Um último exemplo de certas particularidades portuguesas que ecoam a cultura do queixume de que fala Robert Hughes e a dialéctica da inferioridade e da superioridade à qual se refere Steele. Com tantos países da Europa, em particular o Reino Unido, a colocarem entraves à vinda dos seus cidadãos a Portugal, por causa da taxa de propagação lusitana do coronavírus, assistimos a mais uma repetição do momento-Ultimato, com toda a gente a reescrever mentalmente o Finis patriae de Guerra Junqueiro e a sonhar com lordes cortados às postas a boiarem no Tamisa. Aos sessenta anos já vi isto tantas vezes que não me surpreende.
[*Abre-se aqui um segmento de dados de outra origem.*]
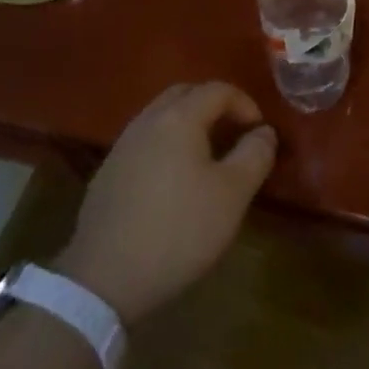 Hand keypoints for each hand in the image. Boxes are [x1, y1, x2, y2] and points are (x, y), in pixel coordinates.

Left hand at [55, 82, 276, 323]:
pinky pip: (144, 142)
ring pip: (161, 116)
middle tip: (233, 132)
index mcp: (179, 118)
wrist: (104, 279)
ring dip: (187, 124)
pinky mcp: (107, 173)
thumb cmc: (179, 230)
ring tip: (206, 156)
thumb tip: (264, 131)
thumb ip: (255, 155)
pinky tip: (172, 180)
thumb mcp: (232, 195)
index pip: (217, 90)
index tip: (259, 131)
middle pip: (184, 94)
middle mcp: (147, 121)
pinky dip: (165, 145)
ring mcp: (122, 146)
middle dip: (213, 105)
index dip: (244, 103) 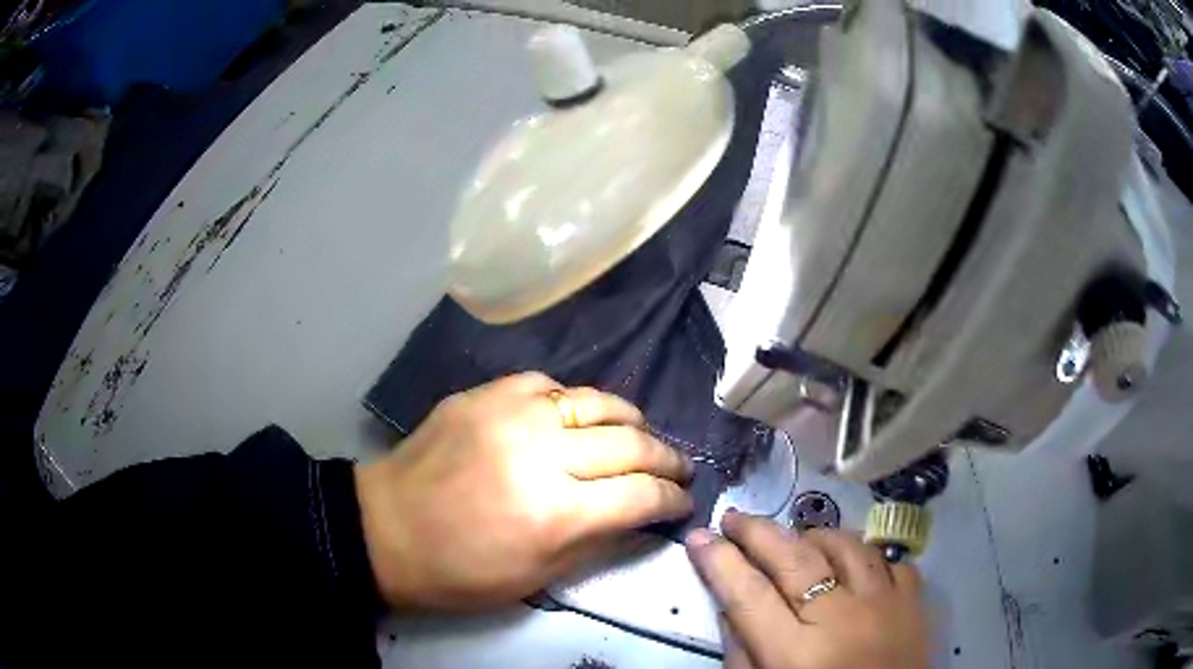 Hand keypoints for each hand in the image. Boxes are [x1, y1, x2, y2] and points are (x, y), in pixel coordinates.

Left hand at [355, 372, 693, 610]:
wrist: (385, 530)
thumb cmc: (461, 572)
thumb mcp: (537, 578)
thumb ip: (600, 542)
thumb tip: (643, 516)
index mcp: (555, 512)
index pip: (642, 495)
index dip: (673, 500)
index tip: (685, 502)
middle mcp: (540, 453)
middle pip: (631, 442)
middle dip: (667, 459)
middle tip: (678, 470)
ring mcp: (510, 414)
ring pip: (596, 401)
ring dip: (631, 420)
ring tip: (641, 436)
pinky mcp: (485, 394)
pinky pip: (549, 385)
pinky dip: (574, 403)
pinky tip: (577, 419)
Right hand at [686, 512, 928, 668]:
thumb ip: (741, 653)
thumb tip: (729, 604)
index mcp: (795, 652)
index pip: (749, 593)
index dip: (720, 561)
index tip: (699, 536)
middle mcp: (841, 618)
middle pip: (796, 559)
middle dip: (759, 532)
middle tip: (735, 517)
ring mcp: (884, 604)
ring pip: (846, 546)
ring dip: (814, 536)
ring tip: (794, 538)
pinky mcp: (914, 601)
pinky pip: (890, 560)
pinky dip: (867, 555)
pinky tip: (852, 563) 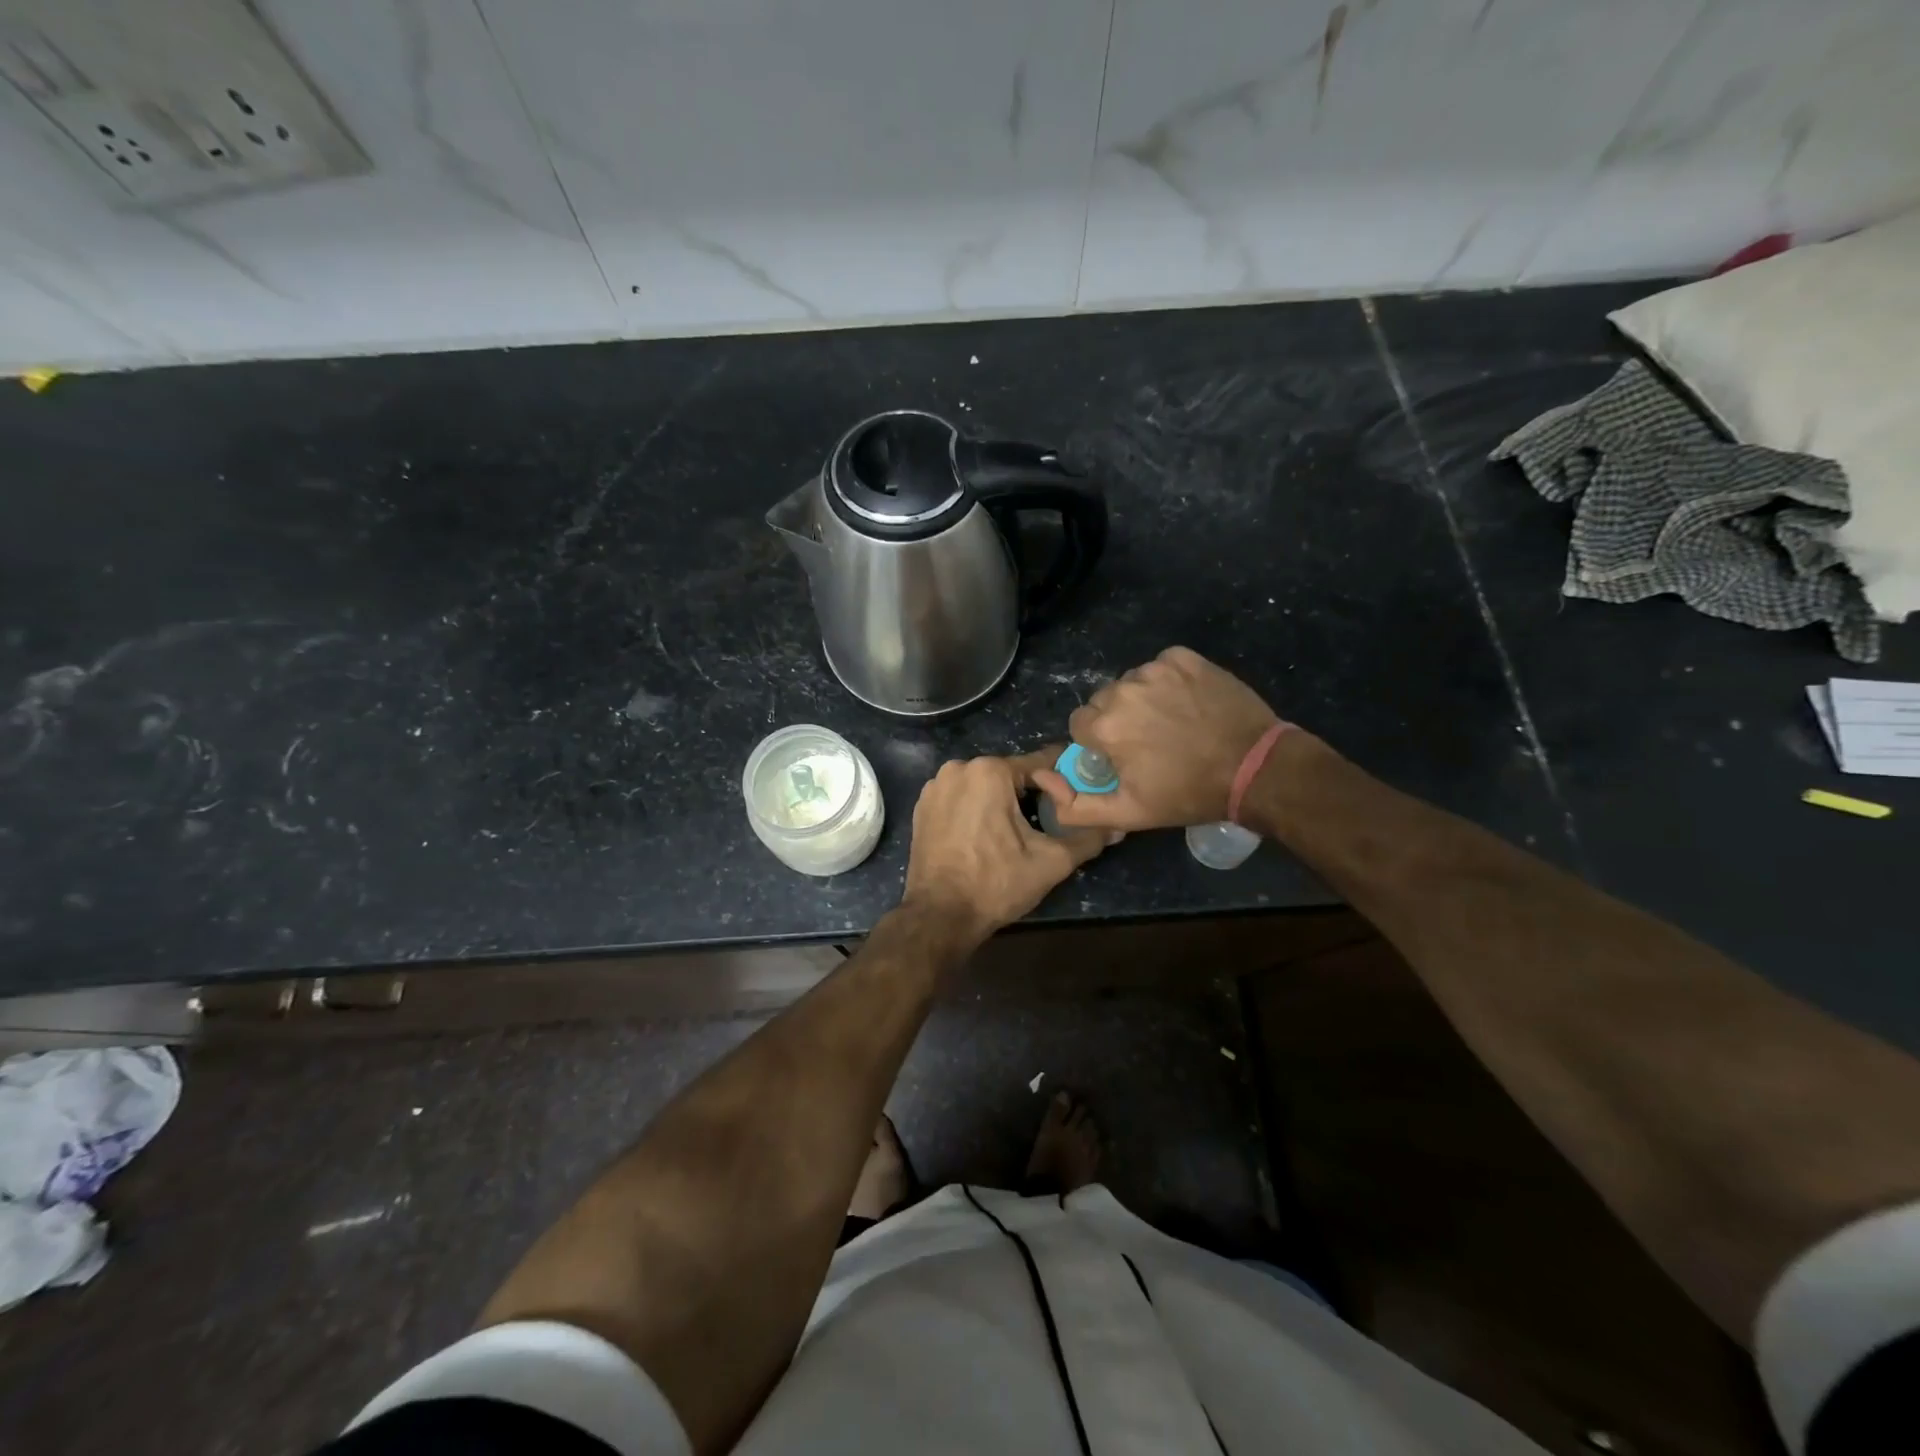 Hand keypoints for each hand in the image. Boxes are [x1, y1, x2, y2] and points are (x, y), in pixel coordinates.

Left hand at [901, 750, 1111, 946]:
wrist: (939, 915)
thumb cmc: (996, 883)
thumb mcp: (1050, 862)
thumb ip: (1087, 839)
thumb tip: (1117, 828)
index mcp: (989, 771)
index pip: (1039, 764)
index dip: (1061, 783)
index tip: (1075, 800)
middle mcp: (958, 769)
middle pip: (1009, 775)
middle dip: (1030, 795)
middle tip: (1047, 824)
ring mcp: (935, 787)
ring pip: (983, 787)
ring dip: (1001, 803)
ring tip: (1017, 834)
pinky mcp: (922, 807)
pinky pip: (960, 799)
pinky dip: (976, 811)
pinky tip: (986, 837)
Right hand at [1037, 647, 1282, 831]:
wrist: (1255, 768)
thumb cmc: (1187, 794)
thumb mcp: (1128, 814)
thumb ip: (1075, 806)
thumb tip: (1042, 779)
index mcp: (1104, 725)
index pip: (1080, 725)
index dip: (1099, 744)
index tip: (1124, 758)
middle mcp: (1123, 689)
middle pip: (1104, 701)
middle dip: (1118, 721)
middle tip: (1151, 744)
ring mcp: (1156, 669)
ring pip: (1131, 683)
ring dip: (1142, 700)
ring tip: (1173, 724)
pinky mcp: (1184, 658)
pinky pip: (1160, 666)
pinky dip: (1167, 682)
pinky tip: (1187, 703)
Inspirado no vocabulário do seu chefe António Costa – que, de resto, como uma barata tonta, oscila entre a submissão e a arrogância –, o ministro Santos Silva adapta de todas as maneiras possíveis as acusações contra os “repugnantes” e os “forretas” e põe-se a “exigir” tudo o que lhe passa pela cabeça a vários governos europeus, com indisfarçadas e temíveis ameaças. Queixamo-nos da inferioridade em que supostamente nos colocam, reivindicamos a mais radical inocência e pretendemos por este meio afirmar uma indisputável superioridade. É a nossa maneira de conceber um “manifesto destino” nacional.